Pria muda itu, Wei Wu Xian masih terduduk tenang dengan posisi lotus sudah memasuki hari ke tujuh terhitung sejak dia mendapat perintah untuk bermeditasi di ruangan yang di sebut sebagai aula latihan.

Malam itu, seperti setiap malam lainnya sejak tujuh hari lalu Wu Xian selalu membuka telinga hatinya untuk mendengarkan apapun yang mungkin akan menjadi petunjuk untuk membuka jindannya yang terkunci.

"Mu Xuan Wu."

Nama itu adalah nama lahirnya, namanya yang mengingatkan pada ayah dan ibunya, nama yang menandakan bahwa ia adalah pangeran mahkota benua Utara. Tidak setiap hari ia mendengar namanya disebut, karena ia lebih dikenal dengan nama Wei Wu Xian.

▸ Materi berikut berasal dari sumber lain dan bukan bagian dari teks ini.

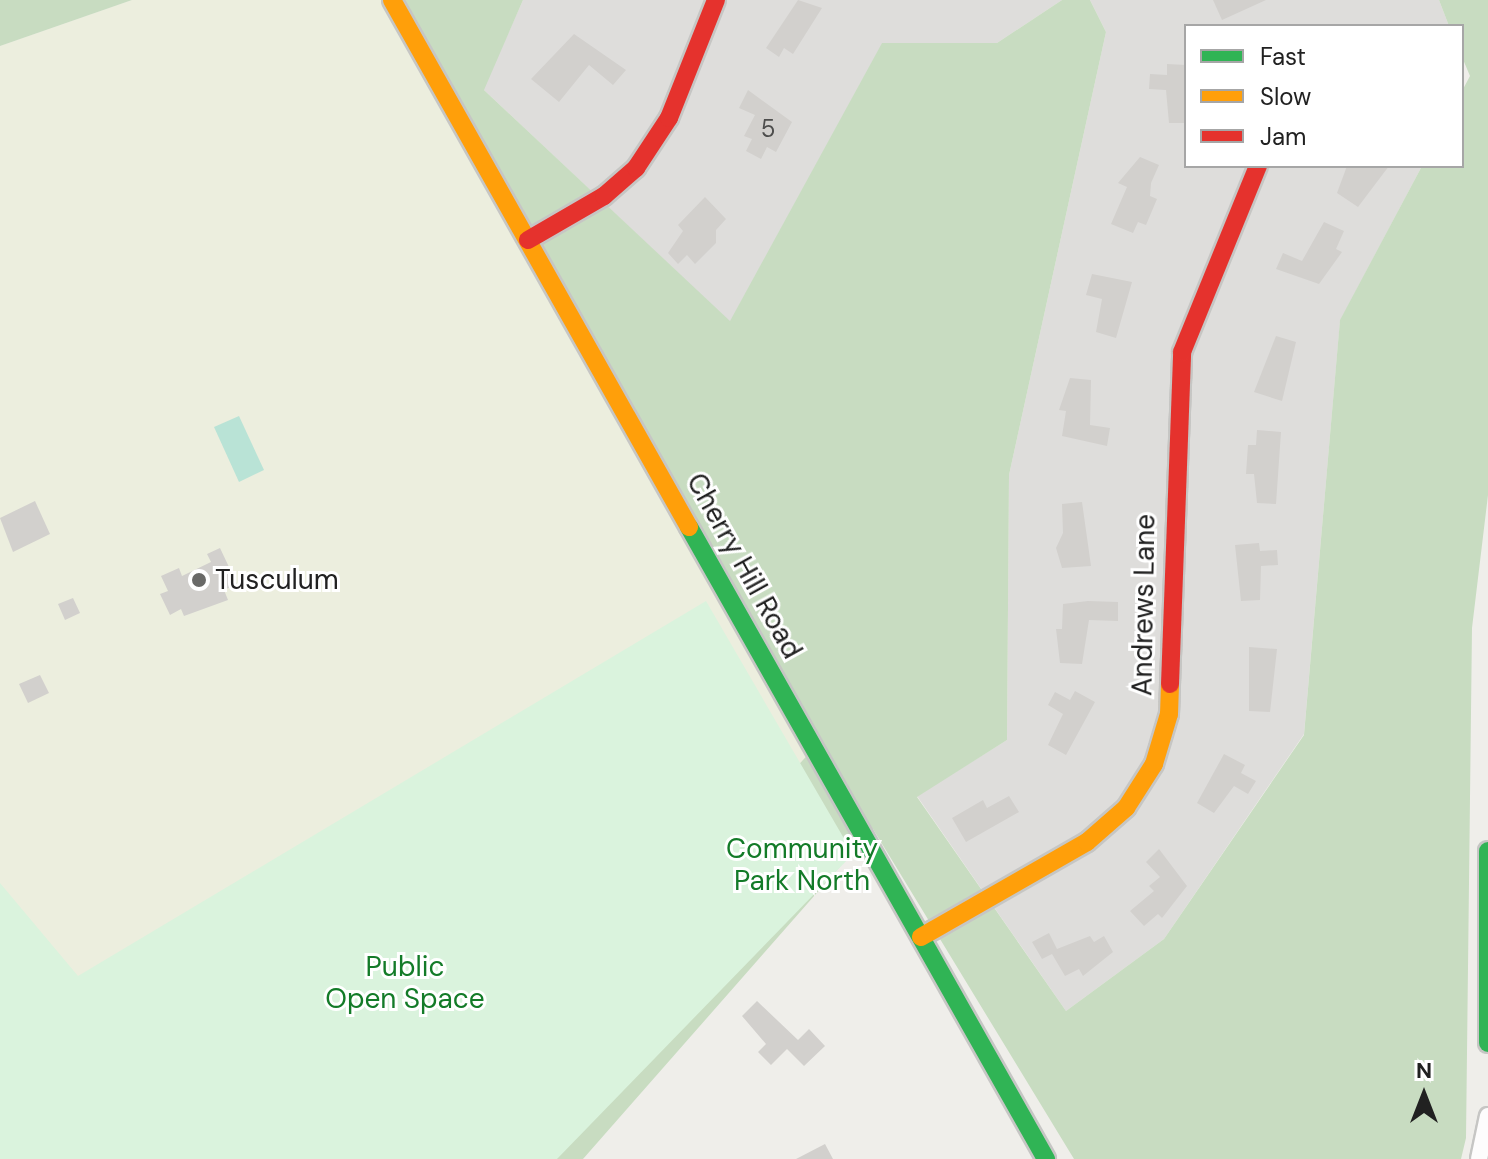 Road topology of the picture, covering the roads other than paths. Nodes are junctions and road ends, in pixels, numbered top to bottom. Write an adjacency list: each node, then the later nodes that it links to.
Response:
1 (392, 0): 4 (street, Cherry Hill Road)
2 (716, 0): 4 (street)
3 (1257, 168): 6 (street, Andrews Lane)
4 (528, 240): 6 (street, Cherry Hill Road)
5 (1488, 851): 7 (street)
6 (921, 937): 9 (street, Cherry Hill Road)
7 (1488, 1043)
8 (1488, 1116): 10 (street)
9 (1046, 1159)
10 (1479, 1159)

Terlebih lagi ketika suara itu terdengar oleh jiwanya, bukan oleh indra pendengarnya.

Wei Wu Xian membuka matanya.

Yang berdiri dihadapannya adalah sosok berkerudung gelap, wajahnya tidak terlihat. Meskipun demikian, Wu Xian sadar bahwa ia tengah berhadapan dengan seorang wanita, atau pun sesuatu yang mengambil wujud wanita. Wu xian jujur untuk mengatakan kepada dirinya sendiri bahwa ia tidak menyukai penampilan sosok misterius dengan aura gelap yang berdiri dihadapannya.

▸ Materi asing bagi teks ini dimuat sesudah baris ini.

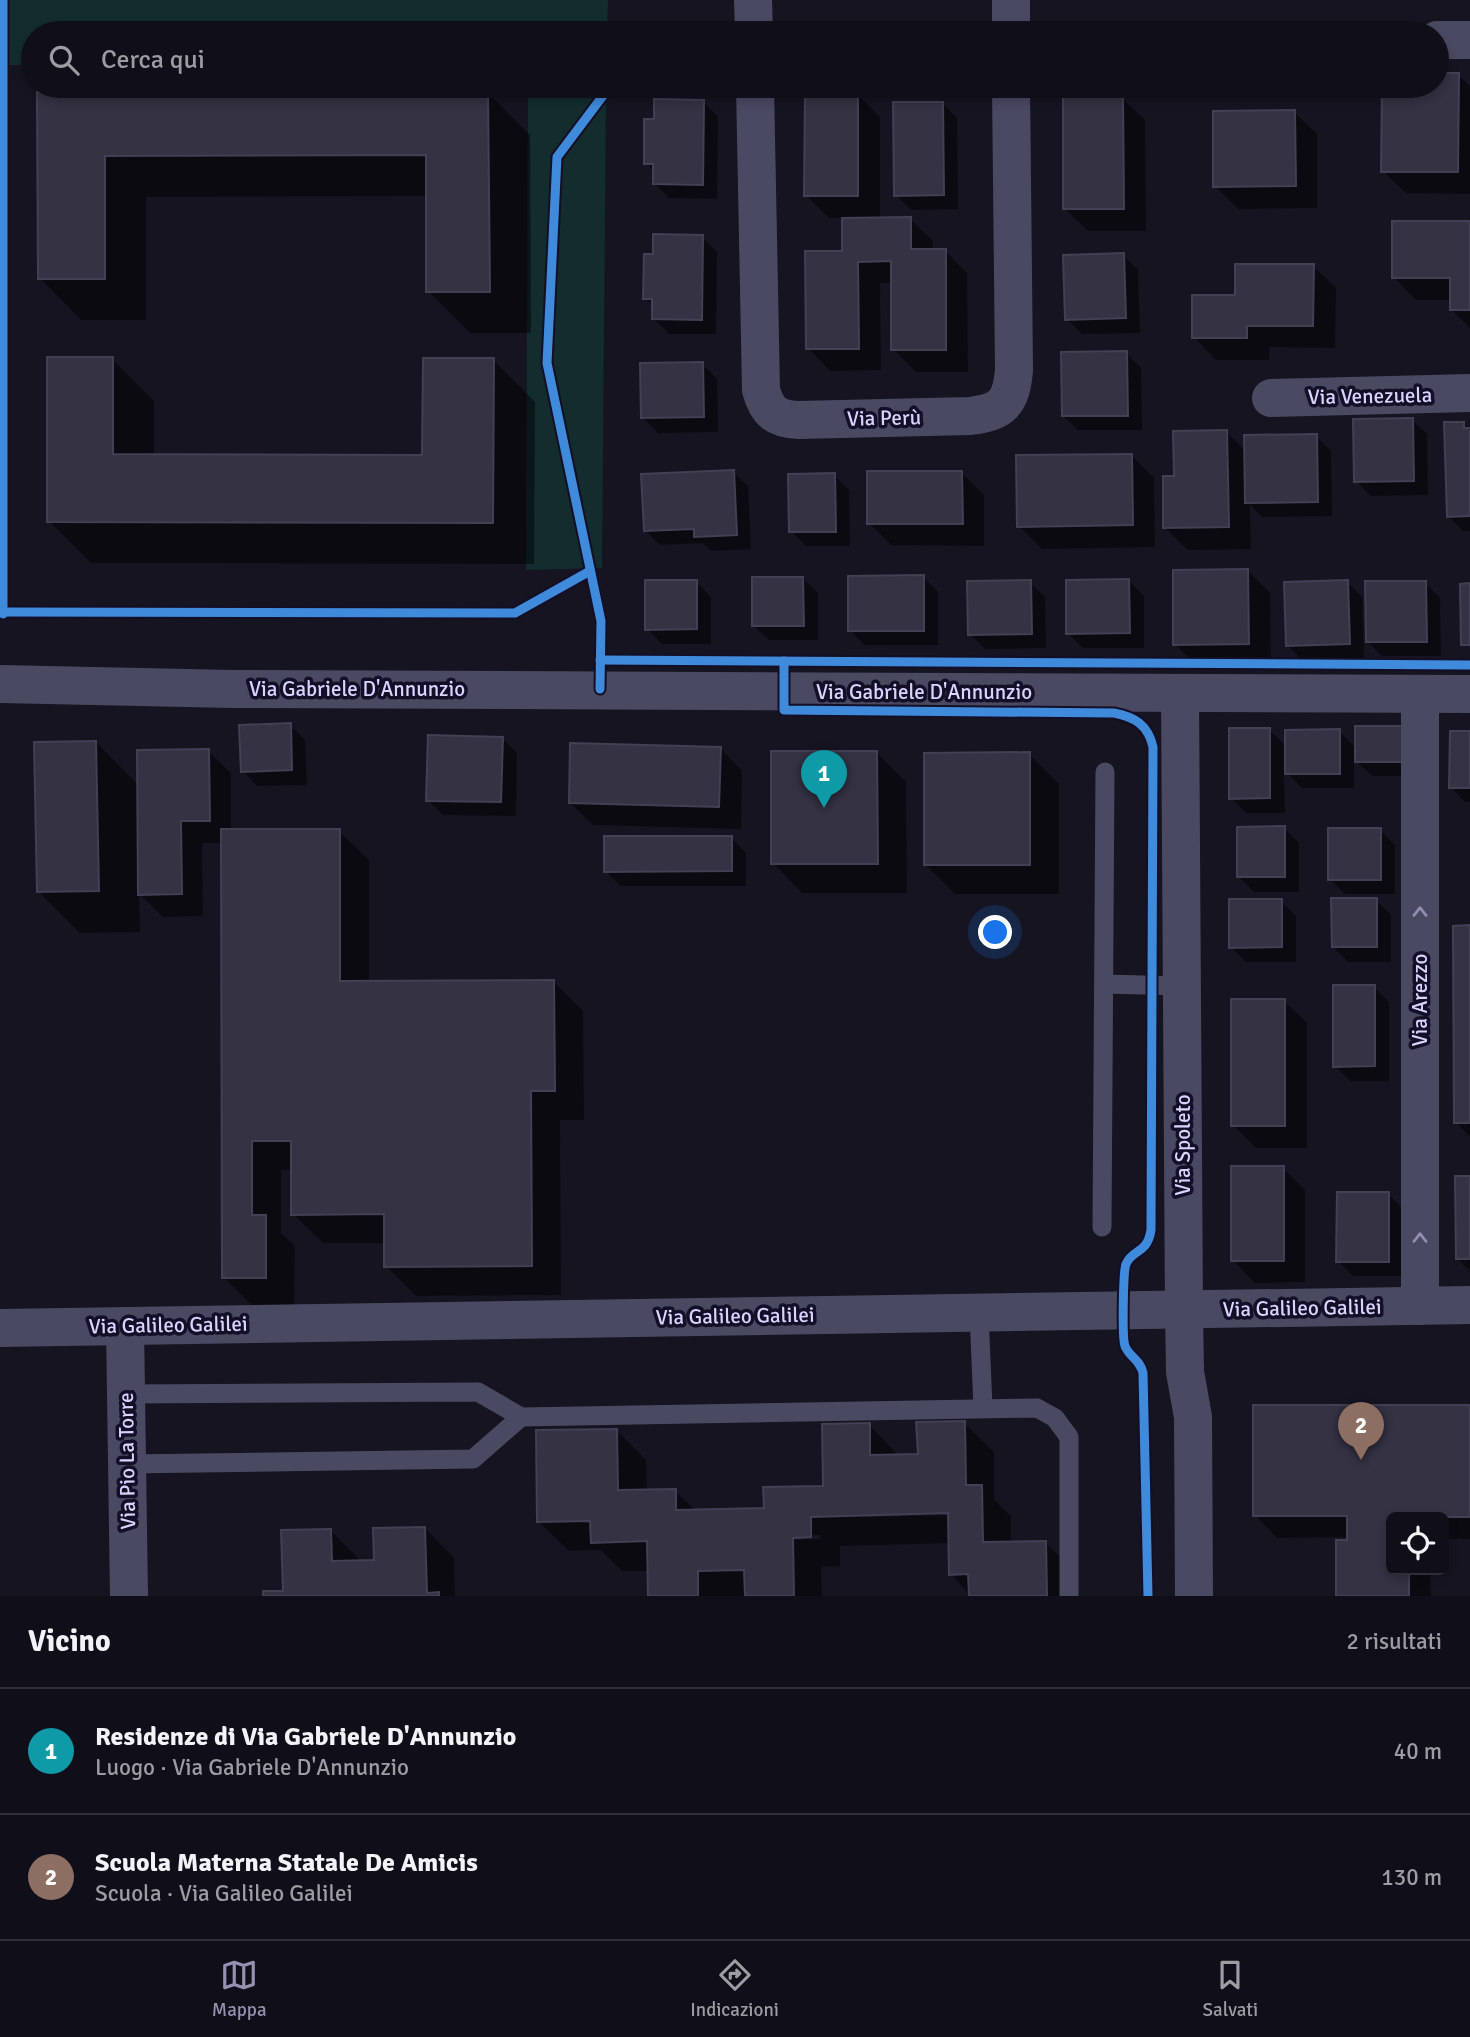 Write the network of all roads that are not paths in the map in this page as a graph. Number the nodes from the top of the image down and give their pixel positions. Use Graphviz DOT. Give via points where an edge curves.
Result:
graph roads {
  1 [pos="753,0"];
  2 [pos="1011,0"];
  3 [pos="754,21"];
  4 [pos="1011,21"];
  5 [pos="1449,40"];
  6 [pos="1470,40"];
  7 [pos="755,98"];
  8 [pos="1011,98"];
  9 [pos="1470,393"];
  10 [pos="1270,398"];
  11 [pos="0,684"];
  12 [pos="1180,693"];
  13 [pos="1420,694"];
  14 [pos="1470,694"];
  15 [pos="1105,772"];
  16 [pos="1104,984"];
  17 [pos="1182,986"];
  18 [pos="1102,1227"];
  19 [pos="1470,1305"];
  20 [pos="1420,1306"];
  21 [pos="1184,1310"];
  22 [pos="979,1312"];
  23 [pos="125,1326"];
  24 [pos="0,1328"];
  25 [pos="126,1394"];
  26 [pos="983,1408"];
  27 [pos="521,1417"];
  28 [pos="127,1464"];
  29 [pos="130,1596"];
  30 [pos="1069,1596"];
  31 [pos="1194,1596"];
  1 -- 3 [label="street"];
  2 -- 4 [label="street"];
  5 -- 6 [label="street"];
  7 -- 8 [label="street, Via Perù" via="761,390 771,412 799,420 970,416 997,411 1008,398 1014,370"];
  9 -- 10 [label="street, Via Venezuela"];
  11 -- 12 [label="street, Via Gabriele D'Annunzio"];
  12 -- 13 [label="street, Via Gabriele D'Annunzio"];
  12 -- 17 [label="street, Via Spoleto"];
  13 -- 14 [label="street, Via Gabriele D'Annunzio"];
  20 -- 13 [label="street, Via Arezzo, one-way"];
  15 -- 16 [label="lane"];
  16 -- 17 [label="lane"];
  16 -- 18 [label="lane"];
  17 -- 21 [label="street, Via Spoleto"];
  19 -- 20 [label="street, Via Galileo Galilei"];
  20 -- 21 [label="street, Via Galileo Galilei"];
  21 -- 22 [label="street, Via Galileo Galilei"];
  21 -- 31 [label="street, Via Spoleto" via="1185,1372 1193,1416"];
  22 -- 23 [label="street, Via Galileo Galilei"];
  22 -- 26 [label="lane"];
  23 -- 24 [label="street, Via Galileo Galilei"];
  23 -- 25 [label="street, Via Pio La Torre"];
  25 -- 27 [label="lane" via="478,1392"];
  25 -- 28 [label="street, Via Pio La Torre"];
  26 -- 27 [label="lane"];
  26 -- 30 [label="lane" via="1037,1408 1055,1418 1069,1437"];
  27 -- 28 [label="lane" via="473,1459"];
  28 -- 29 [label="street, Via Pio La Torre"];
}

"Siapakah gerangan anda?" Wu xian bertanya pada akhirnya.

"Janganlah kau ragukan sesuatu dari apa yang terlihat, Mu Xuan Wu. Bukalah pintu hatimu, dan carilah jawaban yang kau cari di sana ...."

Wu Xian tertegun. Alih-alih bertanya pada hatinya yang pintunya selalu ia buka demi menyebarkan kasih sayang, pintu akal miliknya-lah yang terketuk. Ada sosok yang sesuai dengan sosok yang ia saksikan di hadapannya itu.

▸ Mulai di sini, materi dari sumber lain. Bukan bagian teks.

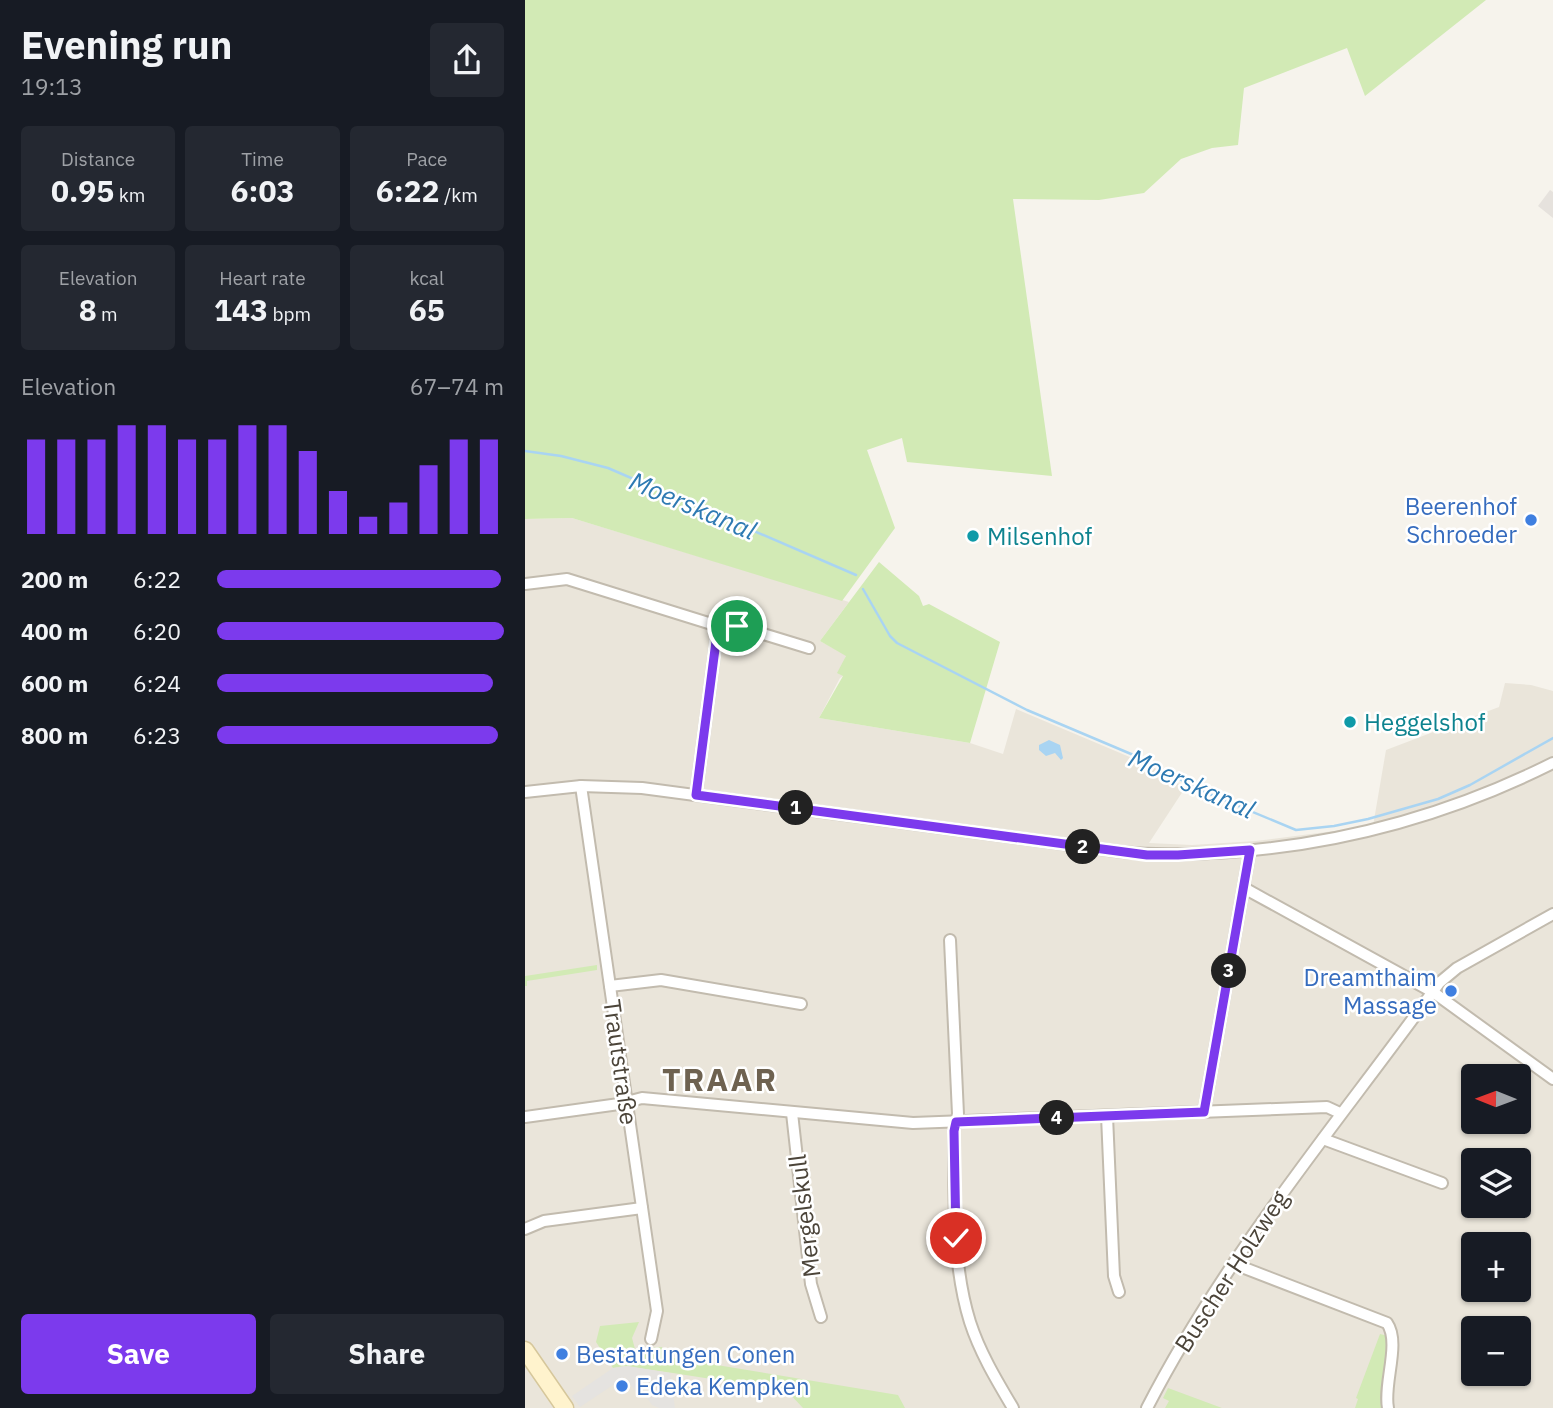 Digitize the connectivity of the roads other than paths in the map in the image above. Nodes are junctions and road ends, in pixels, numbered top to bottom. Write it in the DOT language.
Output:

"Maafkan hamba, sang penguasa kematian."

Wu xian membungkukkan tubuhnya lebih rendah sampai menyentuh lantai yang dingin.

"Apakah anda datang untuk menjemput hamba."

Ada nada gentar dalam kalimat yang Wu Xian tuturkan. Ia masih muda meskipun banyak hal sulit terjadi dalam hidupnya, ia masih ingin hidup. Namun, dengan kehadiran sosok di hadapannya, mau tidak mau Wu Xian bertanya juga.

"Tidak , Wu Xian. Aku datang untuk mengatakan sesuatu kepadamu ... sekaligus memberi perintah!"

Meski kini ia dipanggil nama akrabnya, Wu Xian tidak segera menjawab. Setelah beberapa saat barulah ia berani berkata.

"Katakanlah sang penguasa kematian hamba akan mendengarkan."

✨✨✨✨✨✨✨✨✨✨✨✨✨✨✨✨✨

Ditempat lain, tetapi masih di benua tengah. Sesosok anggun dengan pakaian putih bersih membalut tubuhnya, dengan pita dahi sebagai tanda ia adalah seorang Lan.

Relung awan atau Gusu memanglah tempat yang sunyi, lebih tepatnya terlalu tenang. Tentu saja, dengan tiga ribu peraturan yang terpahat di dinding batu, jika ada yang melanggar hukuman selalu menanti itu menjadikan setiap anggota klan Lan memiliki ketaatan pada peraturan, tidak hanya anggota tapi juga murid yang berlatih di klan Lan. Satu-satunya orang yang berani melanggar hingga berulang peraturan adalah Wei Wu Xian.

Sosok anggun itu tersenyum mengingat seorang bernama Wu Xian.

"Weiying," bisiknya lirih. Satu-satunya orang yang bisa membuat ia menarik sudut bibirnya untuk tersenyum.